Each of us nine dragon chimaera—those who had survived the experiments—had gotten a pendant, an easy visual marker of how much ‘ammunition’ each chimaera weapon held.

I clenched my jaw at the memory. He’d turned us into weapons—dragon chimaera, forged in a crucible of pain and magic.

When I’d first woken from the experiments, I’d transformed involuntarily twice, unable to control the magic running through my veins.

My body had writhed and snapped like a marionette with its strings cut, reshaping itself into something monstrous. I’d woken in a pile of rubble, my vision sharp enough to see the cracks in stone and the grains of dirt underfoot, my body alight with new strength I hadn’t asked for.
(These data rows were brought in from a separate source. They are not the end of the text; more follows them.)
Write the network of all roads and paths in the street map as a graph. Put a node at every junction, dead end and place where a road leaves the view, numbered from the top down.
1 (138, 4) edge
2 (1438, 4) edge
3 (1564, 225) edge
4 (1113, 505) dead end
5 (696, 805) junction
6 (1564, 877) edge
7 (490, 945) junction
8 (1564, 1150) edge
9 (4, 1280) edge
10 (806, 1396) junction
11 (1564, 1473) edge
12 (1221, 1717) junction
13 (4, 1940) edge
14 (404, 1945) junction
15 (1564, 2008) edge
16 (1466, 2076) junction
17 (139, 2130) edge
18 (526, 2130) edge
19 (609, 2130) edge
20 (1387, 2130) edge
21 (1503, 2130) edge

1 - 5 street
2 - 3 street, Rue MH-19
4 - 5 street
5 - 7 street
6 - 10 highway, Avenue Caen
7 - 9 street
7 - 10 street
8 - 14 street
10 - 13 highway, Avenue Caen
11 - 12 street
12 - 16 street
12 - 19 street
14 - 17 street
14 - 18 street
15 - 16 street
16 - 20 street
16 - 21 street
I was barely conscious, trembling in a mass of muscle and scales, when the mage’s voice had rung out above me.

“Perfect,” he’d said. “Just perfect.”

Perfect for what? I had wondered then. Now, I knew. Perfect for carnage.

I had vowed then to resist that cursed mage.

I had been forced to transform another time when the mage had used his magic to compel me to fight my old friend Pavel, a comrade from my old regiment and one of the other dragon chimaera. The mage had wanted to gauge our individual magical strengths, so that he could better classify us as weapons for the king.

Then I had transformed one last time when I had rebelled against the mage, refusing to hurt the soldiers of my old regiment. He was stronger, of course, but I had to try. In the end, he’d thrown me into the dungeons and labelled me a failure, siphoning off magic from me to use in his other experiments. Soon, the pendant at my neck had grown dull with the repeated attacks on my magic, as I had lain there in the dark dungeons, all alone.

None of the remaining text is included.